The guidelines provide an algorithm for assessing futility, which recommends not relying on the commonly used Surviving Penetrating Injury to the Brain (SPIN) score. Although it has Level 2 evidence for prognosticating survival, the SPIN score was developed retrospectively on patients who had already been treated and whose care may have been subject to nihilism, so it is less relevant to initially presenting patients.
The Delphi voting process reached 100% consensus that predictive models such as the SPIN score “should not supersede expert opinion on prognosis” and that “aggressive care and the avoidance of nihilism are central to achieving the best possible outcomes.”

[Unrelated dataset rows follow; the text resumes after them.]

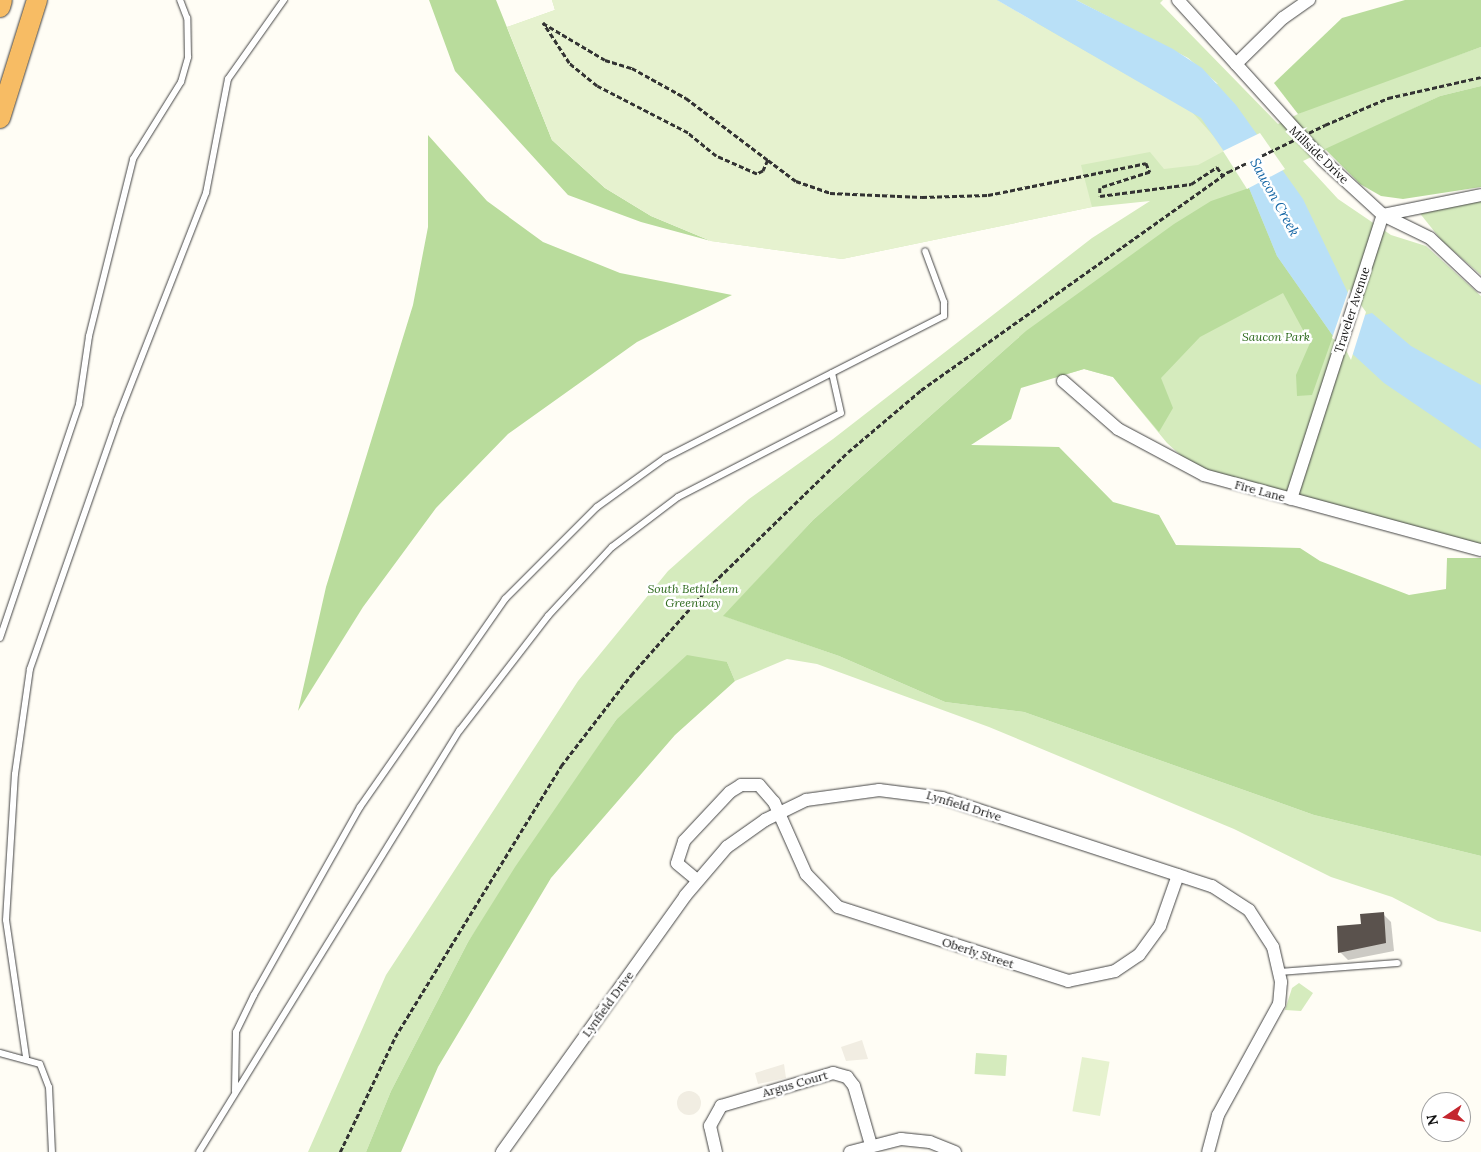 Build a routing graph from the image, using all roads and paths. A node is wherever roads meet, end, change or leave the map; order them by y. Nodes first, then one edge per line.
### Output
1 (2, 0) edge
2 (36, 0) edge
3 (180, 0) edge
4 (284, 0) edge
5 (1178, 0) edge
6 (1310, 0) edge
7 (0, 7) edge
8 (1236, 64) junction
9 (1481, 77) edge
10 (0, 118) edge
11 (768, 160) junction
12 (1223, 176) junction
13 (1481, 195) edge
14 (1383, 215) junction
15 (925, 251) dead end
16 (1481, 286) edge
17 (832, 373) junction
18 (1063, 382) dead end
19 (1290, 499) junction
20 (1481, 550) edge
21 (2, 628) edge
22 (0, 638) edge
23 (779, 812) junction
24 (1178, 875) junction
25 (697, 880) junction
26 (1398, 963) dead end
27 (1280, 972) junction
28 (0, 1053) edge
29 (26, 1057) junction
30 (235, 1091) junction
31 (871, 1146) junction
32 (52, 1152) edge
33 (199, 1152) edge
34 (340, 1152) edge
35 (502, 1152) edge
36 (716, 1152) edge
37 (850, 1152) edge
38 (955, 1152) edge
39 (1208, 1152) edge

1 - 7 highway
2 - 10 highway
3 - 21 lane
4 - 29 lane
5 - 8 street, Millside Drive
6 - 8 street
8 - 14 street, Millside Drive
9 - 12 path, bridge
11 - 11 path
11 - 12 path
12 - 34 path
13 - 14 street
14 - 16 street, Millside Drive
14 - 19 street, Traveler Avenue
15 - 17 lane
17 - 30 lane
17 - 30 lane
18 - 19 street, Fire Lane
19 - 20 street, Fire Lane
21 - 22 lane
23 - 24 street, Lynfield Drive
23 - 24 street, Oberly Street
23 - 25 street, Lynfield Drive
23 - 25 street, Oberly Street
24 - 27 street, Lynfield Drive
25 - 35 street, Lynfield Drive
26 - 27 lane
27 - 39 street, Lynfield Drive
28 - 29 lane
29 - 32 lane
30 - 33 lane
31 - 36 street, Argus Court
31 - 37 street
31 - 38 street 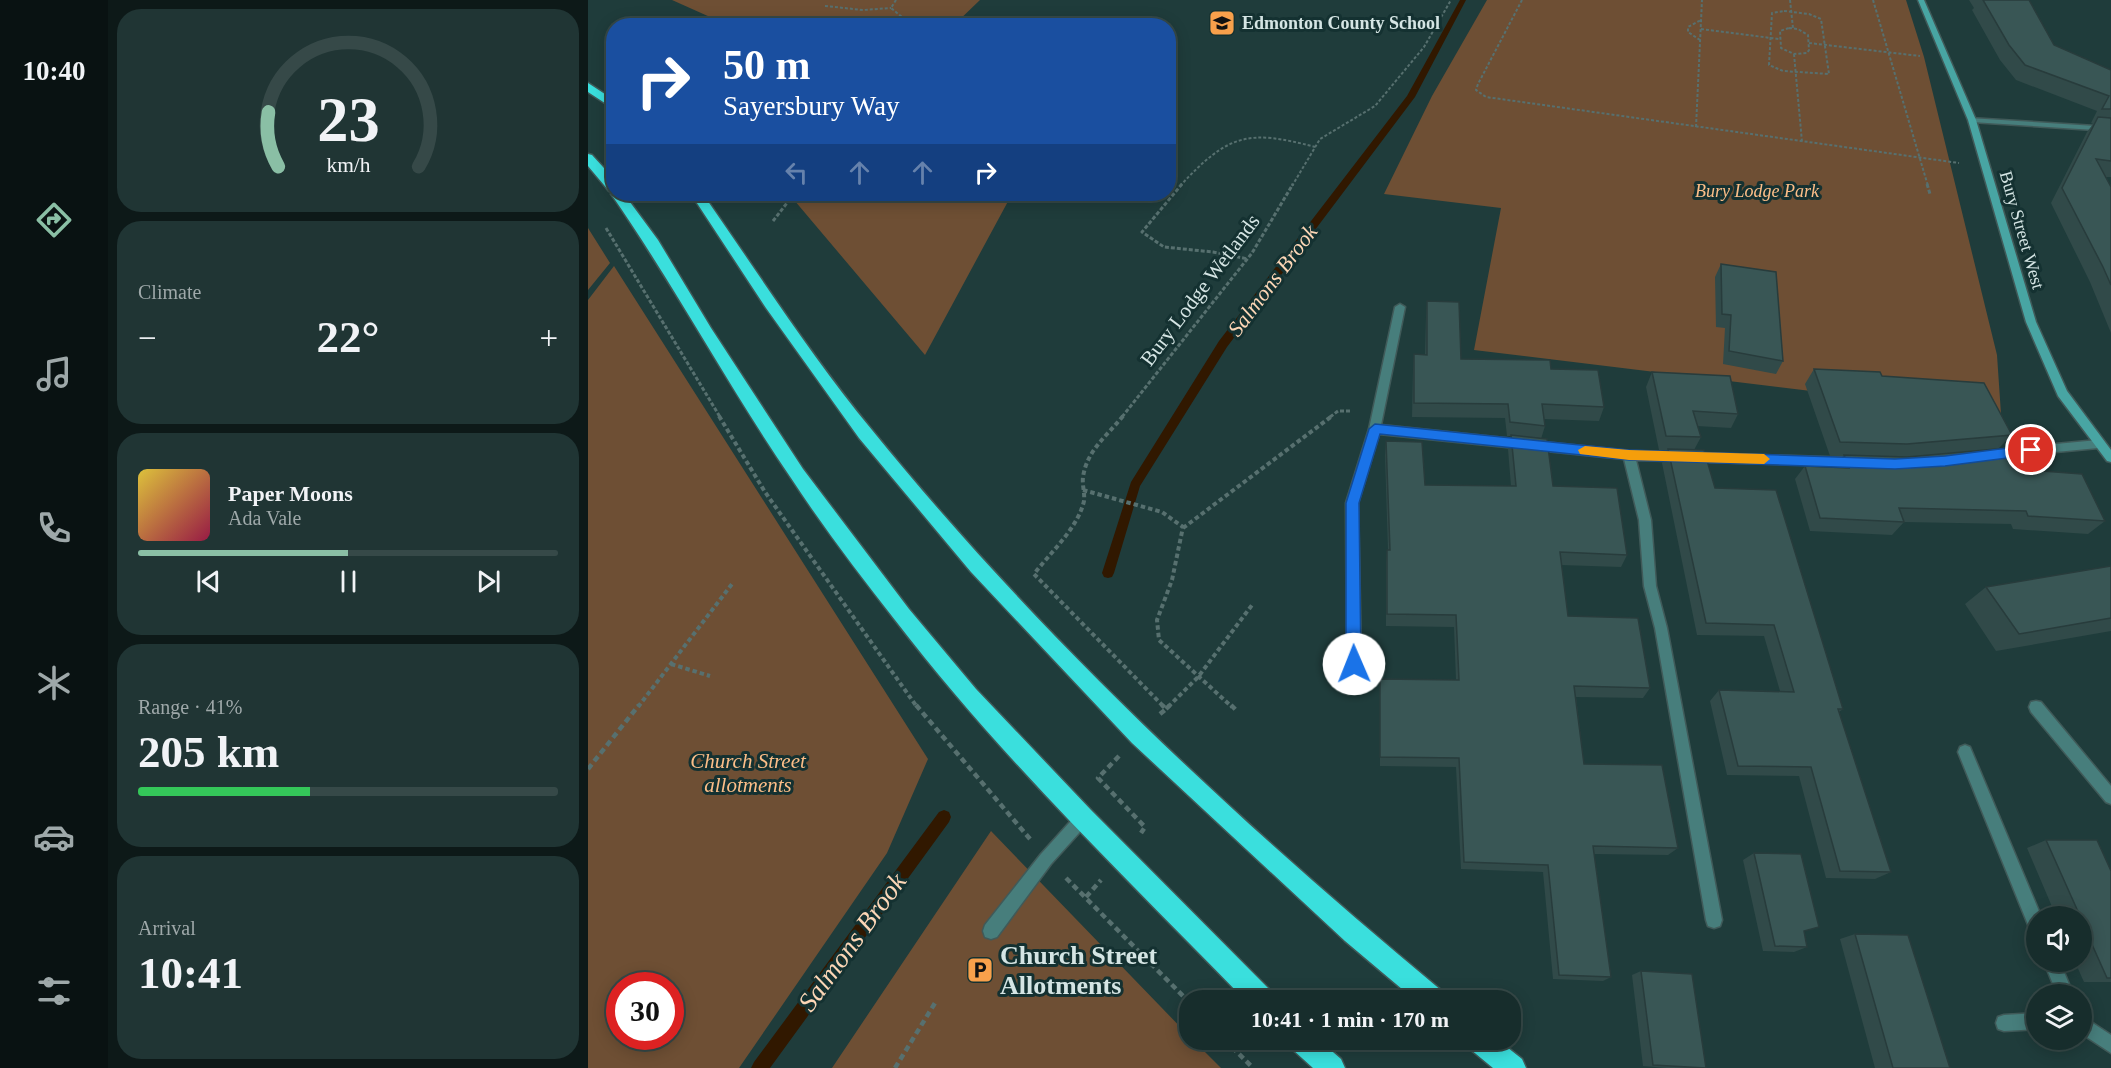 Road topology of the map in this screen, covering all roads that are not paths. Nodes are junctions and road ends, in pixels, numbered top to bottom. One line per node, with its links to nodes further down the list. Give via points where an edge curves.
1 (1921, 0): 4 (street, Bury Street West)
2 (588, 86): 3 (highway)
3 (606, 100)
4 (1972, 120): 5 (street); 12 (street, Bury Street West, via 2031,322 2062,393)
5 (2111, 129)
6 (588, 158): 7 (highway)
7 (606, 179)
8 (623, 201): 21 (highway, via 797,474 969,696)
9 (702, 201): 26 (highway, via 865,434 978,566 1139,736 1353,933)
10 (1400, 307): 11 (street)
11 (1375, 429): 13 (street); 17 (street, via 1352,503)
12 (2098, 444): 14 (street); 15 (street, Bury Street West)
13 (1629, 455): 16 (street); 23 (street, via 1645,520 1650,586)
14 (1988, 456)
15 (2111, 458)
16 (1872, 463)
17 (1354, 664)
18 (2036, 707): 20 (street)
19 (1965, 752): 22 (street)
20 (2111, 797)
21 (1083, 818): 24 (street); 25 (highway)
22 (2029, 906)
23 (1714, 920)
24 (991, 931)
25 (1252, 990)
26 (1421, 990)
27 (2026, 1022): 28 (street)
28 (2004, 1023)
29 (2092, 1031): 30 (street)
30 (2111, 1045)
31 (1312, 1050): 33 (highway)
32 (1491, 1050): 34 (highway)
33 (1332, 1068)
34 (1513, 1068)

Upon presentation, patients suspected of having a vascular injury should be screened with particular attention to traumatic pseudoaneurysms, which occur commonly with penetrating brain injury and have a 50% mortality rate if ruptured. For screening, digital subtraction angiography is recommended over computed tomographic angiography (Level 2 recommendation). Screening should be repeated about three weeks after the injury, as such lesions may have delayed development.
Preventive cerebrovascular treatments should be initiated if needed. Contrary to traditional dogma, endovascular coiling is the favored treatment for a wall-less pseudoaneurysm, even though it may require future re-treatment. Patients who undergo coiling should be rescreened one to two months later.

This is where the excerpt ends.